Sound Channel Convergence Zone

A sound channel is a region in the water column where sound speed first decreases with depth to a minimum value, then increases. The depth of minimum velocity resulting from this gradient is called the Sound Channel Axis, as shown in the figure at right. The lower boundary of the channel is the depth of maximum sound speed below the sound channel axis. The upper boundary is the depth above the sound channel axis where the sound speed is equal to the maximum sound speed of the lower boundary. Sound waves produced in the channel are trapped because sound traveling above the sound channel axis is refracted downward, while below the axis, sound is refracted upward.

Generally, the thicker the sound channel, the more sound will be trapped. As with a surface duct, frequencies above the cutoff frequency will be trapped, while lower frequencies have wavelengths that are too long and will not be trapped. The figure to the left is useful for determining the cut-off frequency in a sound channel, which depends on duct width, the frequency of interest, and the gradient of the sound speed. For example, if the duct is 500 feet wide, and the rate of change in sound speed is 2.5 feet per second (upper curve), we can read down to the x-axis and see that the cut-off frequency is 200 Hz. So anything at 200 Hz or higher will be trapped in this sound channel.
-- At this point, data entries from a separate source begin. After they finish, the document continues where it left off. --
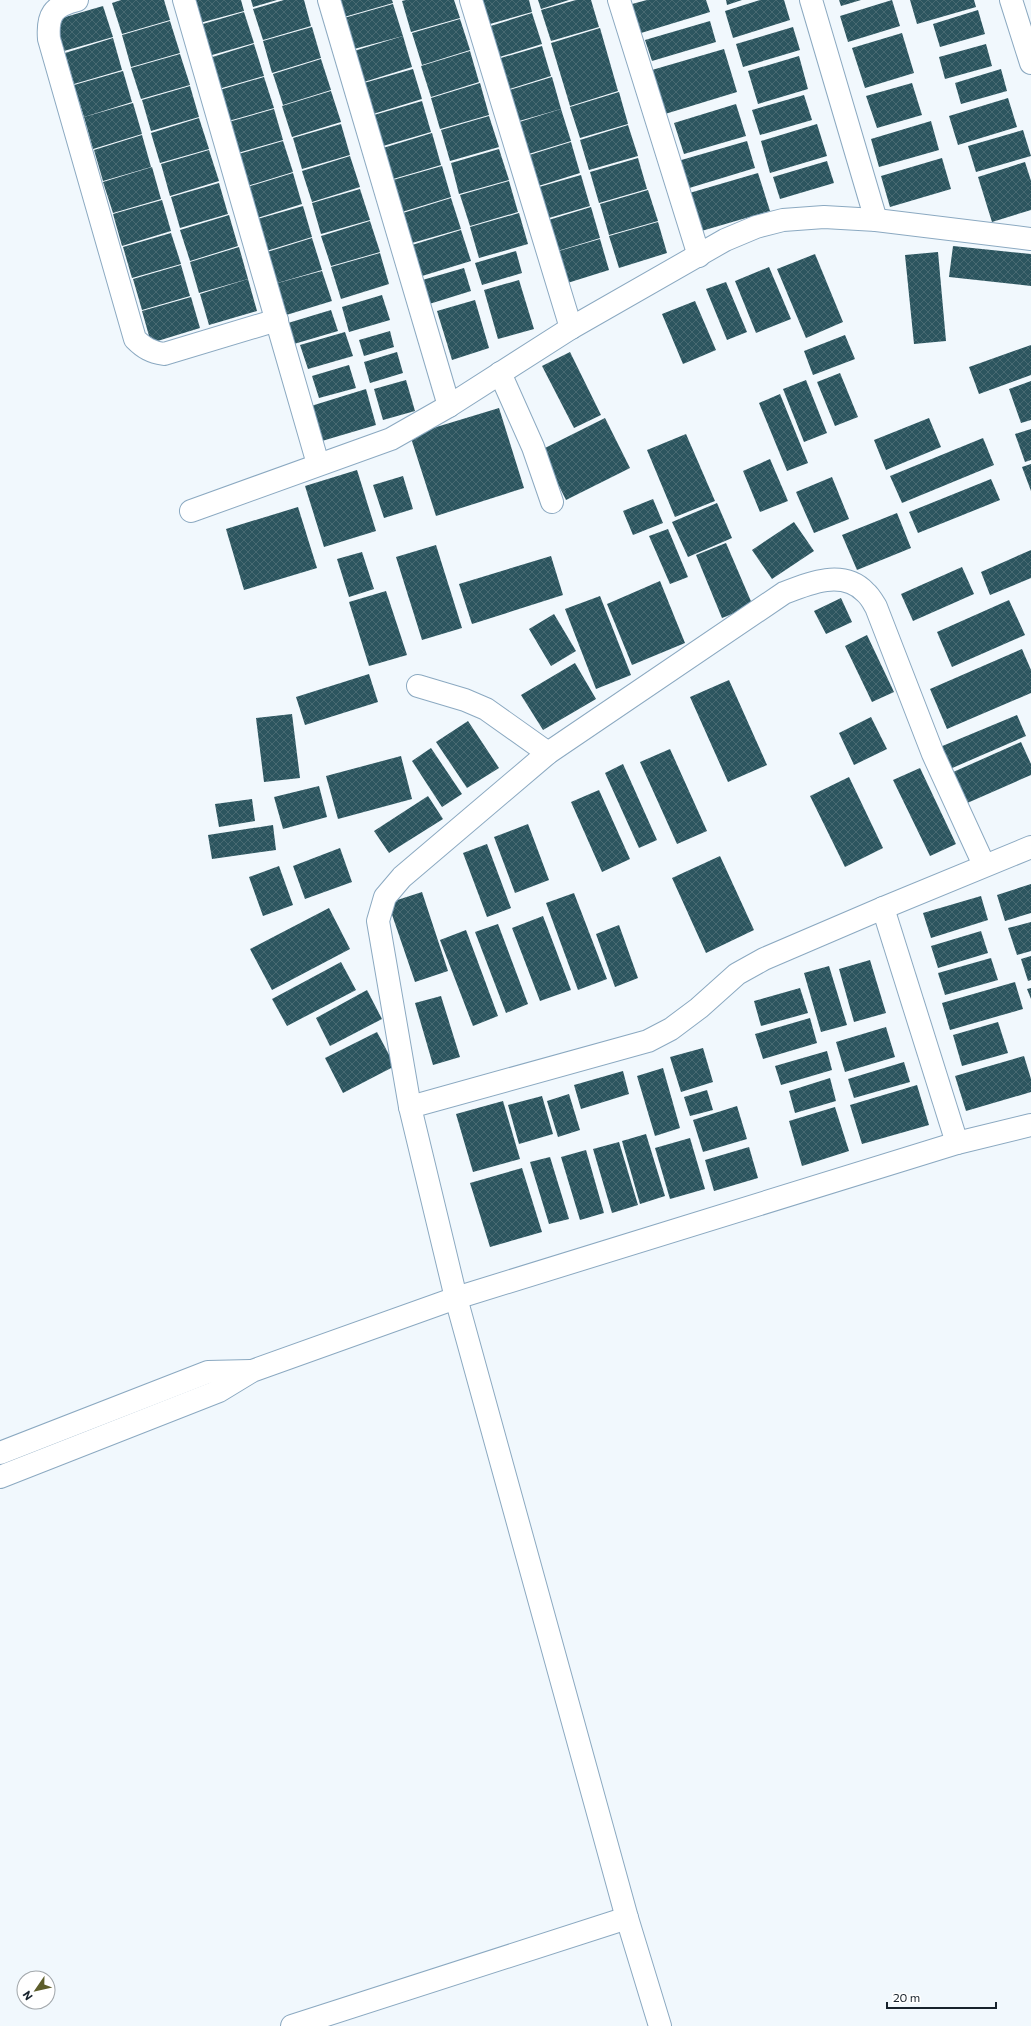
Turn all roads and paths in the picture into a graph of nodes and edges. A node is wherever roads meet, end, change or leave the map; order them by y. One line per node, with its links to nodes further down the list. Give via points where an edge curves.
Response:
1 (77, 0): 12 (street, via 65,3 54,10 48,25 49,39 135,339 144,348 164,354)
2 (184, 0): 12 (street)
3 (329, 0): 15 (street)
4 (471, 0): 13 (street)
5 (619, 0): 11 (street)
6 (811, 0): 9 (street)
7 (1012, 0): 8 (street)
8 (1031, 63)
9 (876, 220): 10 (street); 11 (street, via 824,217 783,220 732,237)
10 (1031, 239)
11 (699, 256): 13 (street)
12 (277, 320): 16 (street)
13 (571, 328): 14 (street)
14 (500, 373): 15 (street); 17 (street, via 533,447)
15 (449, 406): 16 (street, via 391,439)
16 (318, 464): 18 (street)
17 (552, 502)
18 (191, 511)
19 (418, 686): 20 (street, via 486,709)
20 (548, 753): 22 (street, via 784,593 828,579 851,581 866,592 876,607 933,754); 24 (street, via 402,877 385,897 378,921)
21 (1031, 847): 22 (street)
22 (984, 865): 23 (street)
23 (883, 908): 24 (street, via 764,959 736,974 699,1008 671,1029 648,1041); 26 (street)
24 (410, 1107): 27 (street)
25 (1031, 1125): 26 (street)
26 (958, 1143): 27 (street)
27 (456, 1298): 28 (street); 31 (street)
28 (252, 1371): 29 (street, via 208,1372); 30 (street, via 219,1391)
29 (0, 1453)
30 (0, 1476)
31 (627, 1918): 32 (street); 33 (street)
32 (292, 2026)
33 (660, 2026)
Sound channels are classified as either shallow sound channels or deep sound channels. Shallow sound channels occur in the main thermocline. They are usually associated with fronts and eddies, and are therefore, transitory.
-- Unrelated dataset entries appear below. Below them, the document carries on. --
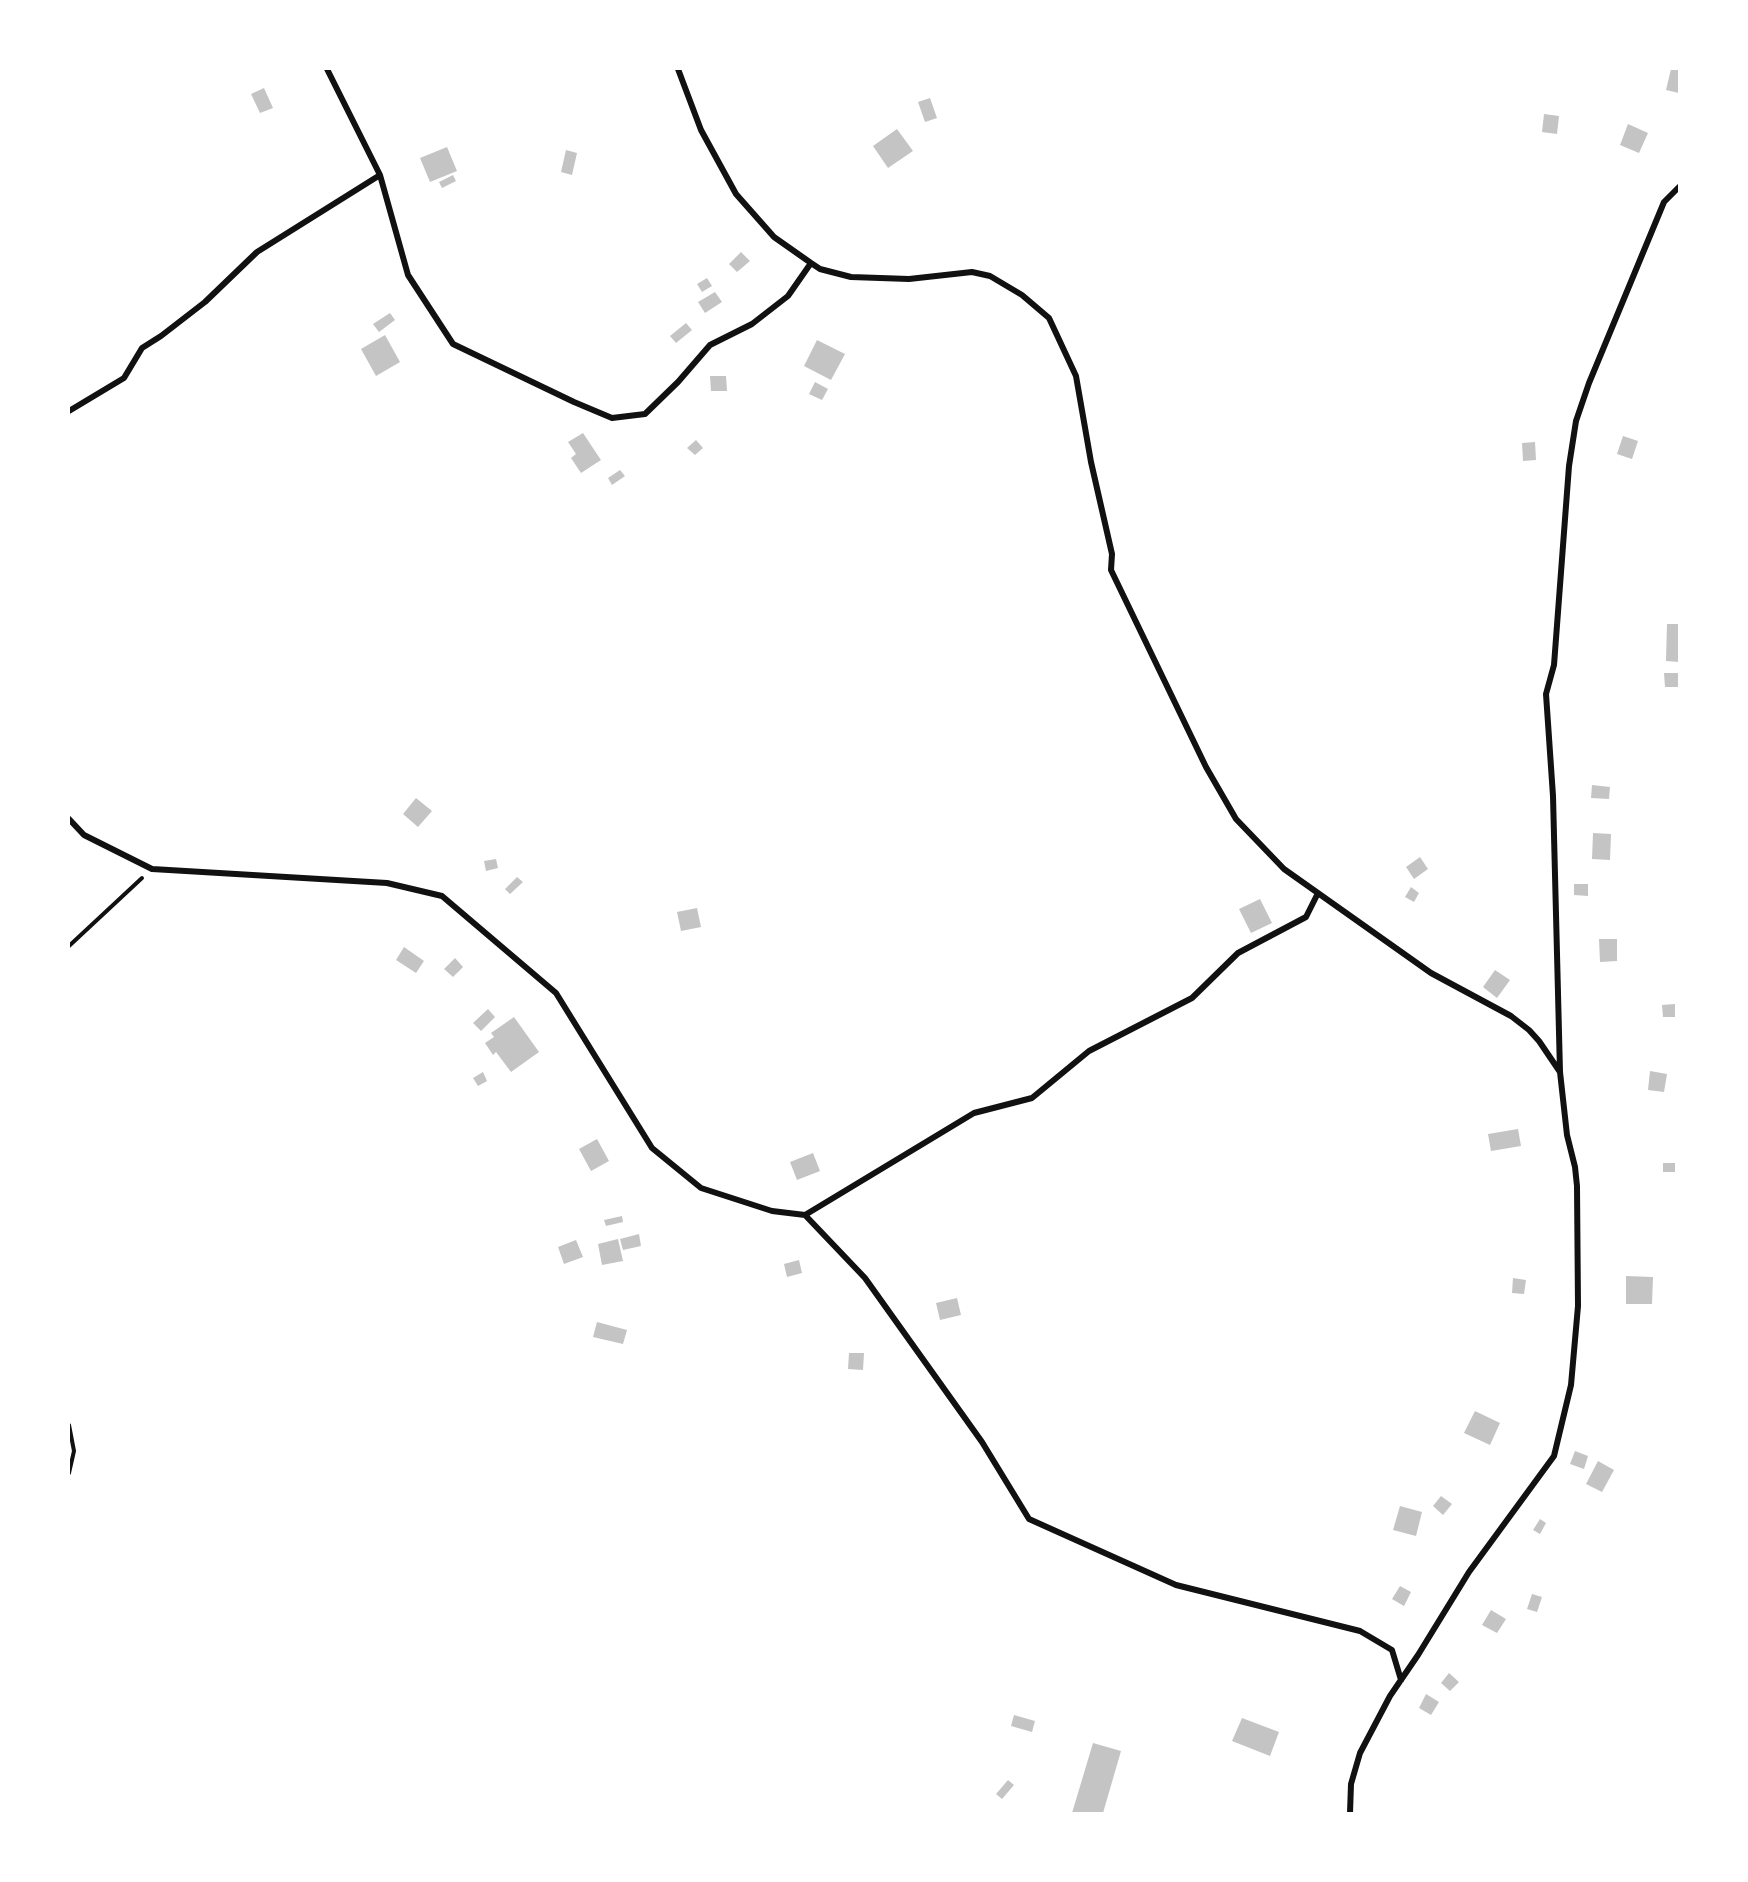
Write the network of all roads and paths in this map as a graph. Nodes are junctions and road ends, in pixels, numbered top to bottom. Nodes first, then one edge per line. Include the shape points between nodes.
1 (327, 69) edge
2 (678, 69) edge
3 (380, 175) junction
4 (1679, 186) edge
5 (811, 263) junction
6 (69, 411) edge
7 (69, 819) edge
8 (152, 869) junction
9 (1318, 893) junction
10 (69, 946) edge
11 (1560, 1072) junction
12 (805, 1215) junction
13 (69, 1425) edge
14 (69, 1473) edge
15 (1401, 1680) junction
16 (1350, 1813) edge

1 - 3 street
2 - 5 street via 701,129 736,194 774,237
3 - 5 street via 408,275 453,344 612,418 645,414 710,345 752,324 788,296
3 - 6 street via 257,252 205,302 142,348 124,378
4 - 11 street via 1664,202 1575,421 1554,665 1546,694 1553,796
5 - 9 street via 851,277 909,279 972,272 990,276 1022,295 1049,318 1076,376 1115,580 1206,767 1236,819 1284,869
7 - 8 street via 84,836
8 - 10 path
8 - 12 street via 387,883 442,896 556,993 652,1148 701,1188 772,1211
9 - 11 street via 1431,973 1511,1016 1539,1041
9 - 12 street via 1306,917 1238,953 1192,998 1089,1051 1032,1098 974,1113
11 - 15 street via 1576,1177 1578,1306 1572,1385 1554,1456 1469,1572
12 - 15 street via 865,1278 982,1442 1029,1519 1176,1585 1360,1631 1392,1650
13 - 14 path via 74,1450
15 - 16 street via 1360,1753 1351,1784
The deep sound channel (DSC) is a permanent feature of the deep ocean. The axis of the DSC is at the base of the thermocline, where the sound speed begins to increase. The upper boundary is the SLD, and the lower boundary is where the sound speed below the axis is equal to the sound speed at the top of the channel (the SLD). While the Deep Sound Channel may be too deep to access with listening devices, whales use this channel to communicate over very long distances.
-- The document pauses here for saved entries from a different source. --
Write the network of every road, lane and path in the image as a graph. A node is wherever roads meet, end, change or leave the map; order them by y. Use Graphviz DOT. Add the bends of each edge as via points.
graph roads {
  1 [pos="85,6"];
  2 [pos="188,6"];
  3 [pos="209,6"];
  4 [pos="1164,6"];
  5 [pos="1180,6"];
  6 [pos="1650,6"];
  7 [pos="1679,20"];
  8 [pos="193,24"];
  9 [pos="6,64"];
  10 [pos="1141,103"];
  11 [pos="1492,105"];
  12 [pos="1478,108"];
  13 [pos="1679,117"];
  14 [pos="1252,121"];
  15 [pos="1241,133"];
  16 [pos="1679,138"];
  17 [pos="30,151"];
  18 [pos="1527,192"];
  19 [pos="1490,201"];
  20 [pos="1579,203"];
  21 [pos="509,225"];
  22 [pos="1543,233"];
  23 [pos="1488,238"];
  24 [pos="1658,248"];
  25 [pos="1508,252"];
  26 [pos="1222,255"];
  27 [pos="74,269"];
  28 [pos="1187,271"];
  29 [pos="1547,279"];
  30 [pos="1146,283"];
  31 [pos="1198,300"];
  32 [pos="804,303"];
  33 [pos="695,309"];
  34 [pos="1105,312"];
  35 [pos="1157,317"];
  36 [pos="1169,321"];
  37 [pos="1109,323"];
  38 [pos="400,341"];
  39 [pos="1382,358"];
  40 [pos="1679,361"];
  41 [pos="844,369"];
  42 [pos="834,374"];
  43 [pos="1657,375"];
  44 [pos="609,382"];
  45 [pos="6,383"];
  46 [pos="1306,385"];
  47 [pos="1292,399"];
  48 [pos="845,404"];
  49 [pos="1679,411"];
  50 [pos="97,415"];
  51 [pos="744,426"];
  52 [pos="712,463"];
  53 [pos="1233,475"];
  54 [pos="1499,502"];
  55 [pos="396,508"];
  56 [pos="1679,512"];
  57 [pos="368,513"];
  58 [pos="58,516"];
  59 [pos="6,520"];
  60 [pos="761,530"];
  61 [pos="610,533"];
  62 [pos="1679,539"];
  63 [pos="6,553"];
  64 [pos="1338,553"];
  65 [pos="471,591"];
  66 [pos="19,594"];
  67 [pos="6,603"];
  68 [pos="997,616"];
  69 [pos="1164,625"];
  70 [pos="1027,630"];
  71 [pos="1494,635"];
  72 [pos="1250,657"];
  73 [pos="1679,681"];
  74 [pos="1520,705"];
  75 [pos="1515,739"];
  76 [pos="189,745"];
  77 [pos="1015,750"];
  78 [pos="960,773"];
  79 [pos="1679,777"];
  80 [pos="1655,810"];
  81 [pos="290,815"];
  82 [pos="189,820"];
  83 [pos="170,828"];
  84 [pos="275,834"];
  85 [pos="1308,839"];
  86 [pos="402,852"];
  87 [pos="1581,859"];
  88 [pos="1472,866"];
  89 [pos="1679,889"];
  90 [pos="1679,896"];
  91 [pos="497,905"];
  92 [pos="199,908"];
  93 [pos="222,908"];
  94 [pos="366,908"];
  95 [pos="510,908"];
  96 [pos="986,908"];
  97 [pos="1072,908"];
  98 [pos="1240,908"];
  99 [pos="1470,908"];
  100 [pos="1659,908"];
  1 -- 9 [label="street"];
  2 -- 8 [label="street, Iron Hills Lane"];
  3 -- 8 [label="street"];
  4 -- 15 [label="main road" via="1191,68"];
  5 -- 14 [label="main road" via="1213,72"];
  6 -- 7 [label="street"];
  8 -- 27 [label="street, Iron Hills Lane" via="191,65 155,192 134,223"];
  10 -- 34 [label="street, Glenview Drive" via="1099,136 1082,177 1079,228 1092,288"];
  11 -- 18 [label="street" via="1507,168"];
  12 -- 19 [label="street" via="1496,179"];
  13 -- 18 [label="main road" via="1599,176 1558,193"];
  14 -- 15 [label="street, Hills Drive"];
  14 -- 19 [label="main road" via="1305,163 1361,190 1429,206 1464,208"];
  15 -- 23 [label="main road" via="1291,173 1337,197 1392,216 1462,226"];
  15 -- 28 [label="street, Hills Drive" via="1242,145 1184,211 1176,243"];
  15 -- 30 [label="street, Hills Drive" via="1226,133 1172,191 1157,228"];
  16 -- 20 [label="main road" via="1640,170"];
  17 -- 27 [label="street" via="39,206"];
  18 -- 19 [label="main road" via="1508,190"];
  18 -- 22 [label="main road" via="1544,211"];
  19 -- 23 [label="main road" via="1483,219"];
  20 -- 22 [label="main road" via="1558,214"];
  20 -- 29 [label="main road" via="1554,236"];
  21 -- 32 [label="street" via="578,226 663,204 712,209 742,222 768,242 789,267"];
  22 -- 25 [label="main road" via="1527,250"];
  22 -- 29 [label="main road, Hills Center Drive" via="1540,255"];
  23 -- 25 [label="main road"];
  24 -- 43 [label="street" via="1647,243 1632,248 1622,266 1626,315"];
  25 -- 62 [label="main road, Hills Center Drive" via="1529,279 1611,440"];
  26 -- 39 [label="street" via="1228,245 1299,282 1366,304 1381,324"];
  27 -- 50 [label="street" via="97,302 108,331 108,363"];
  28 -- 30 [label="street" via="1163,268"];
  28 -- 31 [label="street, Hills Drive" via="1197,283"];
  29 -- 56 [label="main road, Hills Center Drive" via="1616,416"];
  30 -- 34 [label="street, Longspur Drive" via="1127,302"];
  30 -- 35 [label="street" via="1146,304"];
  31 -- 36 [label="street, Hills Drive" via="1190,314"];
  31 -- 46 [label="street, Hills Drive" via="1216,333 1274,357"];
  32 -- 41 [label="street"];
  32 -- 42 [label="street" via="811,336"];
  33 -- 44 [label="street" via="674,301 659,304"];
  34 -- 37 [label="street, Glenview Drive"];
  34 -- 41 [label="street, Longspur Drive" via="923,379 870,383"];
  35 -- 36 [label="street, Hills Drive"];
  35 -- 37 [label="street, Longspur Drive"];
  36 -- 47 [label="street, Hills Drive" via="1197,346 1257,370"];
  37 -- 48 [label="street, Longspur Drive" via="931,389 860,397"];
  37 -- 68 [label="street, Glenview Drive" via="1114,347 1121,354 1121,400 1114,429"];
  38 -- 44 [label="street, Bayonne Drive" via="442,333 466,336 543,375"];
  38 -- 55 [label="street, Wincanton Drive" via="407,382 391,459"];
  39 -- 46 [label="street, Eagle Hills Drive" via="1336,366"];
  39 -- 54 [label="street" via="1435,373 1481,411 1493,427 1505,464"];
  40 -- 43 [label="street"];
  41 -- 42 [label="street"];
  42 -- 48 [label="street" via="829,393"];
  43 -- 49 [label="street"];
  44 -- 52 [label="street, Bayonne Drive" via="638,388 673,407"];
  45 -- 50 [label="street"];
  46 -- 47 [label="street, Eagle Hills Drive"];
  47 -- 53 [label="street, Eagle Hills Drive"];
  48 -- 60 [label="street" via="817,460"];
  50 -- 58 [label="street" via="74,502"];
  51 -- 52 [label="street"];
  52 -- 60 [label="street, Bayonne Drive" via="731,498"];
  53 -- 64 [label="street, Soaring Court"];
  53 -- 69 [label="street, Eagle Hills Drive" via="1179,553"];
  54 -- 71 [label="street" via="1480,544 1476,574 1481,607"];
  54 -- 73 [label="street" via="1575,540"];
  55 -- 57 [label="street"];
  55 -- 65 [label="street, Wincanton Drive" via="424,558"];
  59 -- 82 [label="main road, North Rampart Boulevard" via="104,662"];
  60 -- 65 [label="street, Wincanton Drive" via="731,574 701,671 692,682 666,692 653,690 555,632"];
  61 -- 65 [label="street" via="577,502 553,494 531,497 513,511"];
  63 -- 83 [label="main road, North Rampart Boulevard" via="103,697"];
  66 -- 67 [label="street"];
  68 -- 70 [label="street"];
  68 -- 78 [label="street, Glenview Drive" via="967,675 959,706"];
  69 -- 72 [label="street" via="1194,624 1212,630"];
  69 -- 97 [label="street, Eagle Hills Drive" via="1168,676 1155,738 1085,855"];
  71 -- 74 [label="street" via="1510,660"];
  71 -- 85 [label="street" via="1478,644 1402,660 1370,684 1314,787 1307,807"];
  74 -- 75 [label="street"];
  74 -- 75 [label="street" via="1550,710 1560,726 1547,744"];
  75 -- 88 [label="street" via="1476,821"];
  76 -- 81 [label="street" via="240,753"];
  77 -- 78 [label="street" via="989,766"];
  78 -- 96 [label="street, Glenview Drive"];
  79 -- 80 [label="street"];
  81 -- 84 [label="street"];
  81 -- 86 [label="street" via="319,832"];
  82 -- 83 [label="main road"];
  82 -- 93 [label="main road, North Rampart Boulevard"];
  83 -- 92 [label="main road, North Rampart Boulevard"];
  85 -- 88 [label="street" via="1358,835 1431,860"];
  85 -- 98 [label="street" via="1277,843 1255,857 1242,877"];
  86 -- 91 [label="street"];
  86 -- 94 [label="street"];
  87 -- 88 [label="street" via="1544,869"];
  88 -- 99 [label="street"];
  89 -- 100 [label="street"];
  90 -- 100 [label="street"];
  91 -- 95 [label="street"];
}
Convergence Zones (CZ) are surface or near-surface regions where "focusing" of sound rays occurs, resulting in very high sound levels. In a CZ, sound rays leaving the near surface region are refracted downward by the negative sound speed gradient of the main thermocline, then refracted back toward the surface from the deep layer where the sound speed gradient becomes positive. These rays intersect at or near the surface through the combined effects of downward and upward refractions, resulting in an infinite sound pressure level for that specific point. This effect, known as "caustics", is shown in the figure to the right.

Multiple convergence zones are possible. For example,if the refracted sound reaches the sea surface, the sound waves reflect at the air-sea boundary, back into the water column to undergo further propagation toward the second CZ as depicted in the figure to the left. Primarily because fo its effectiveness, and ease of prediction (all one needs to know is the SVP and the water depth), the presence of convergence zones (CZ) is of major importance in USW operations. Many of the search and detection tactics are based on whether or not Convergence Zone sound paths exist.